La nostra Pantelleria

by Claudia
11 Agosto 2025

Due ticinesi hanno scelto di vivere sull’isola siciliana e ce la raccontano: «È potente. Ti regala tante energie ma tante te ne toglie»

Qui ci atterri solo se lo permette la «muffura», una nuvoletta carica di umidità che a tratti oscura il cielo sopra l’aeroporto. Ci atterri se non sai, o non ti spaventa il mare-mare, quello che s’infrange sugli scogli scosso dal vento e che se non stai attento ti fa male. Quello che non conosce miti distese di sabbia che scendono piano nell’acqua tiepida. No. Si tratta di un mare aperto attaccato alla roccia nera.

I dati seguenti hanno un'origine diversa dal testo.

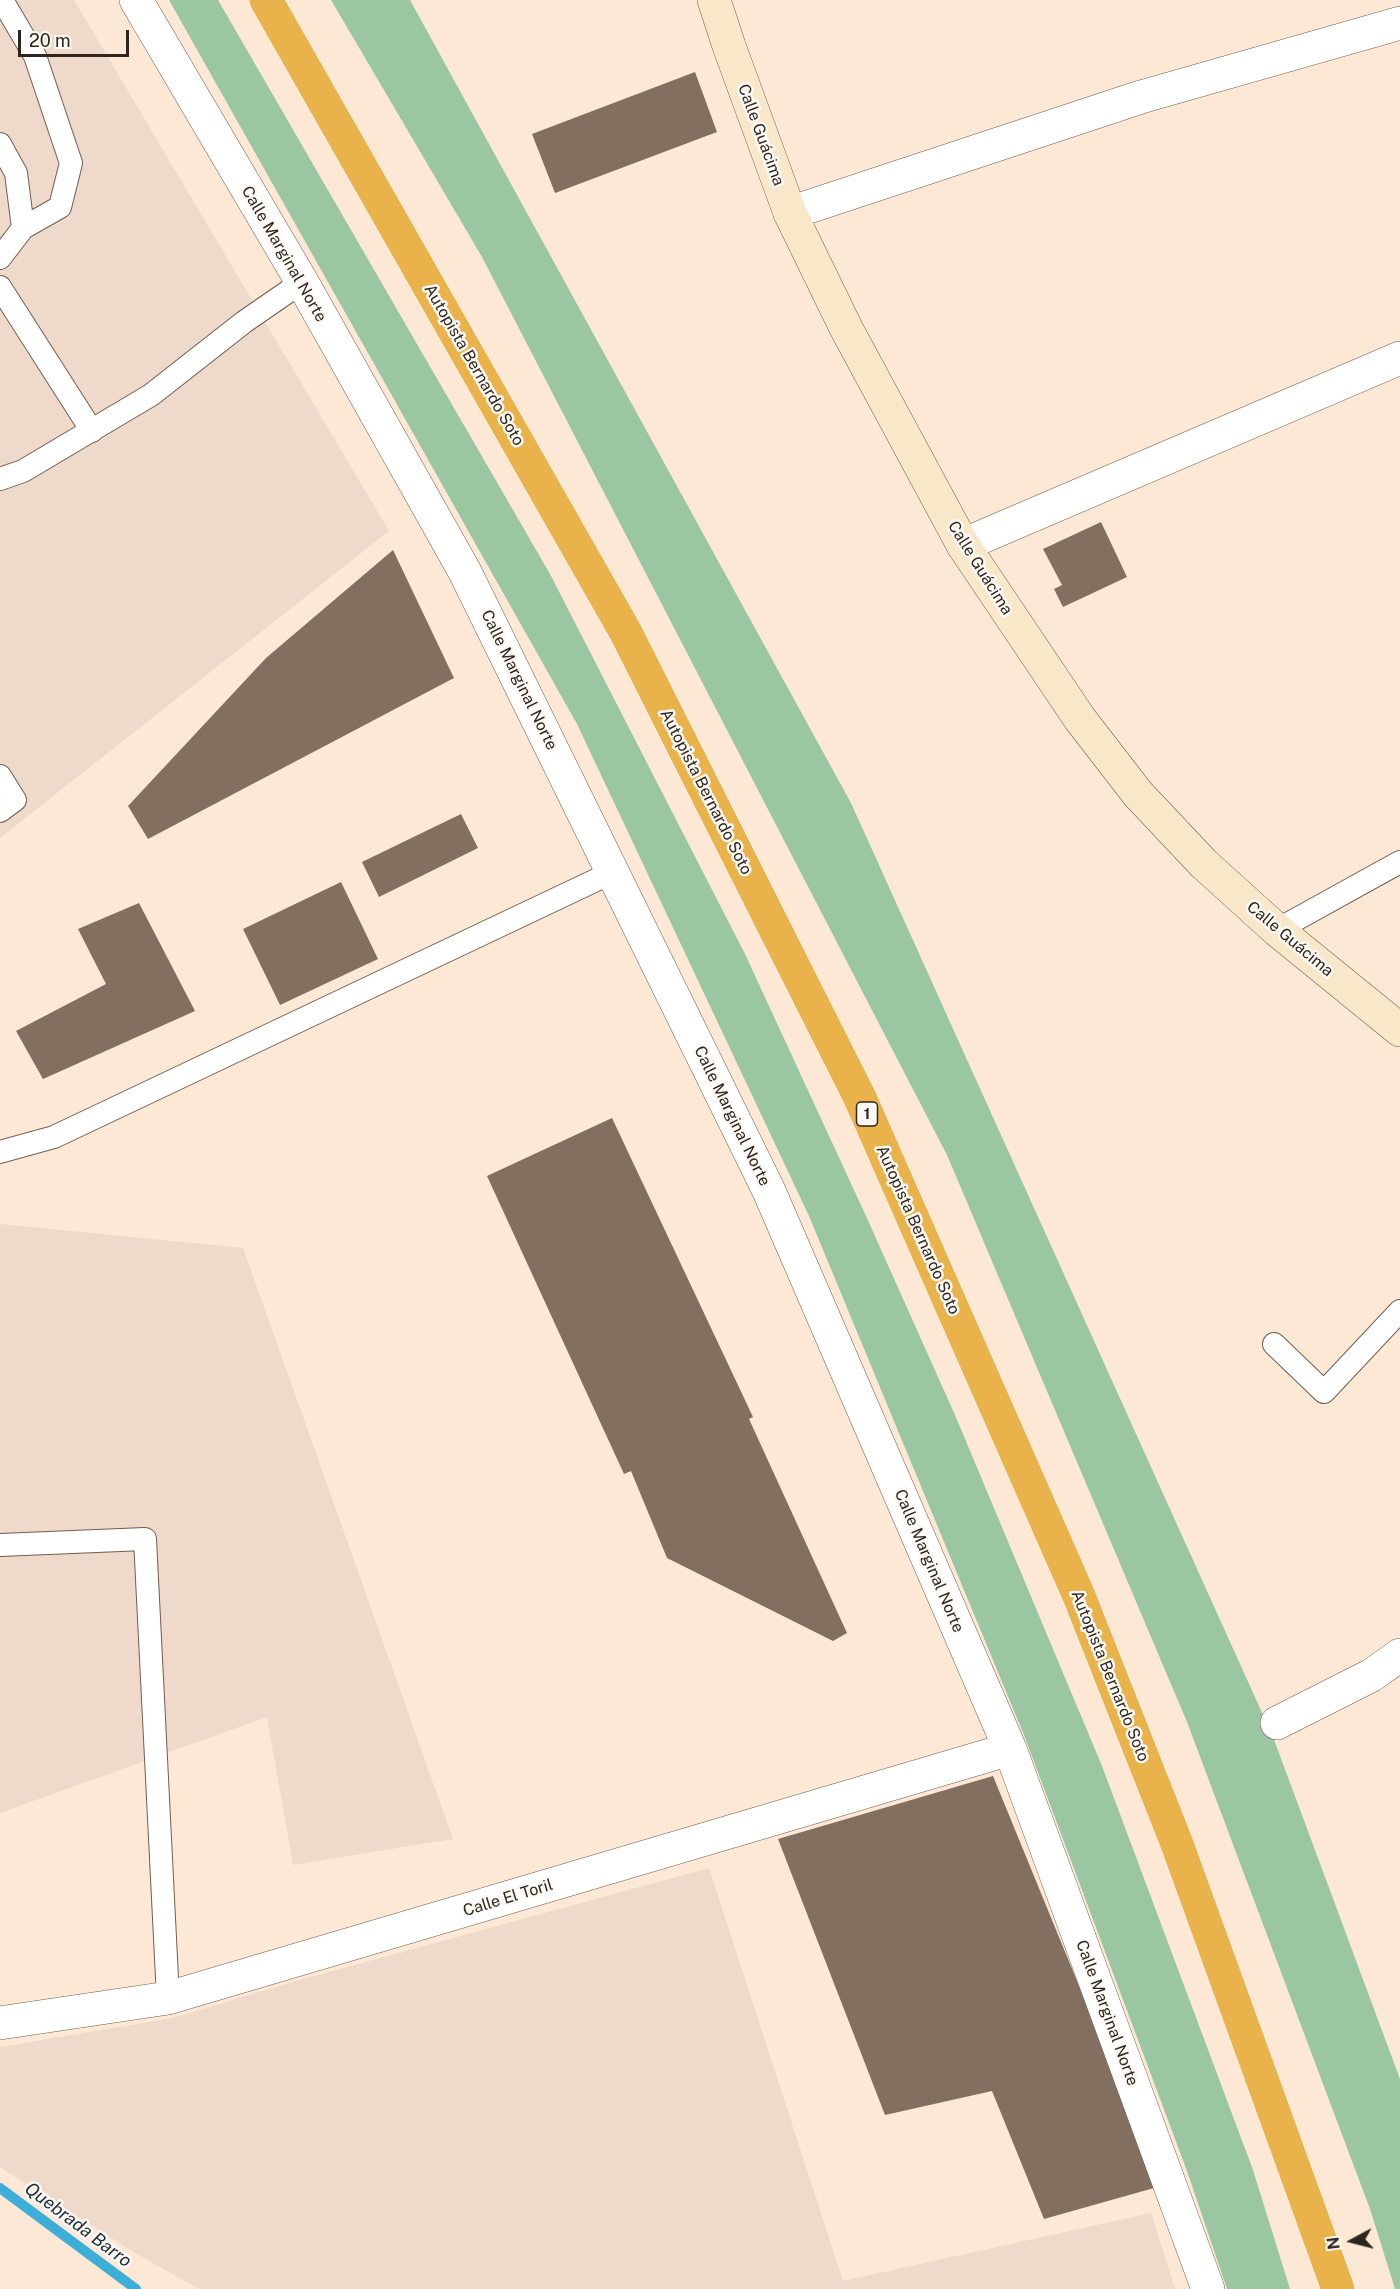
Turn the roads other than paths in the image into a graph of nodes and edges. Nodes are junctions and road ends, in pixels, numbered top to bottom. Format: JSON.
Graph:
{"nodes":[{"id":1,"x":2,"y":0,"type":"edge"},
{"id":2,"x":136,"y":0,"type":"edge"},
{"id":3,"x":266,"y":0,"type":"edge"},
{"id":4,"x":714,"y":0,"type":"edge"},
{"id":5,"x":1400,"y":23,"type":"edge"},
{"id":6,"x":0,"y":144,"type":"edge"},
{"id":7,"x":790,"y":213,"type":"junction"},
{"id":8,"x":23,"y":228,"type":"junction"},
{"id":9,"x":0,"y":258,"type":"edge"},
{"id":10,"x":302,"y":282,"type":"junction"},
{"id":11,"x":0,"y":287,"type":"edge"},
{"id":12,"x":1400,"y":358,"type":"edge"},
{"id":13,"x":92,"y":431,"type":"junction"},
{"id":14,"x":0,"y":479,"type":"edge"},
{"id":15,"x":963,"y":545,"type":"junction"},
{"id":16,"x":0,"y":776,"type":"edge"},
{"id":17,"x":0,"y":811,"type":"edge"},
{"id":18,"x":1400,"y":862,"type":"edge"},
{"id":19,"x":614,"y":872,"type":"junction"},
{"id":20,"x":1277,"y":930,"type":"junction"},
{"id":21,"x":1400,"y":1030,"type":"edge"},
{"id":22,"x":0,"y":1152,"type":"edge"},
{"id":23,"x":1400,"y":1311,"type":"edge"},
{"id":24,"x":1274,"y":1344,"type":"dead end"},
{"id":25,"x":0,"y":1545,"type":"edge"},
{"id":26,"x":1400,"y":1655,"type":"edge"},
{"id":27,"x":1277,"y":1722,"type":"dead end"},
{"id":28,"x":1010,"y":1749,"type":"junction"},
{"id":29,"x":168,"y":1998,"type":"junction"},
{"id":30,"x":0,"y":2023,"type":"edge"},
{"id":31,"x":1208,"y":2289,"type":"edge"},
{"id":32,"x":1338,"y":2289,"type":"edge"}],
"edges":[{"from":1,"to":8,"type":"lane"},
{"from":2,"to":10,"type":"street","name":"Calle Marginal Norte"},
{"from":3,"to":32,"type":"highway","name":"Autopista Bernardo Soto","number":"1"},
{"from":4,"to":7,"type":"main road","name":"Calle Guácima"},
{"from":5,"to":7,"type":"street"},
{"from":6,"to":8,"type":"lane"},
{"from":7,"to":15,"type":"main road","name":"Calle Guácima"},
{"from":8,"to":9,"type":"lane"},
{"from":10,"to":13,"type":"lane"},
{"from":10,"to":19,"type":"street","name":"Calle Marginal Norte"},
{"from":11,"to":13,"type":"lane"},
{"from":12,"to":15,"type":"street"},
{"from":13,"to":14,"type":"lane"},
{"from":15,"to":20,"type":"main road","name":"Calle Guácima"},
{"from":16,"to":17,"type":"lane"},
{"from":18,"to":20,"type":"lane"},
{"from":19,"to":22,"type":"lane"},
{"from":19,"to":28,"type":"street","name":"Calle Marginal Norte"},
{"from":20,"to":21,"type":"main road","name":"Calle Guácima"},
{"from":23,"to":24,"type":"lane"},
{"from":25,"to":29,"type":"lane"},
{"from":26,"to":27,"type":"street"},
{"from":28,"to":29,"type":"street","name":"Calle El Toril"},
{"from":28,"to":31,"type":"street","name":"Calle Marginal Norte"},
{"from":29,"to":30,"type":"street","name":"Calle El Toril"}]}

Siamo a Pantelleria, un’isola di 80 chilometri quadrati più vicina alla Tunisia della Sicilia, regione di cui fa parte, un complesso vulcanico ancora attivo (l’ultima eruzione sottomarina che ha seminato il panico tra la popolazione si è verificata nel 1891, si legge su https://www.parconazionalepantelleria.it). Un insieme potente e ruvido, con i suoi 7600 e rotti abitanti. La chiamano «isola del vento», perché ne è quasi sempre in balia. O «perla nera», appunto dal colore dei suoi sassi caldi. L’abbiamo percorsa a cavallo di uno scooter scalcagnato, imbattendoci in due ticinesi che vi si sono trasferite. Oltre 20 anni fa arriva Paola, per amore. Due anni fa Mirna, attratta dal senso di libertà che infonde il luogo.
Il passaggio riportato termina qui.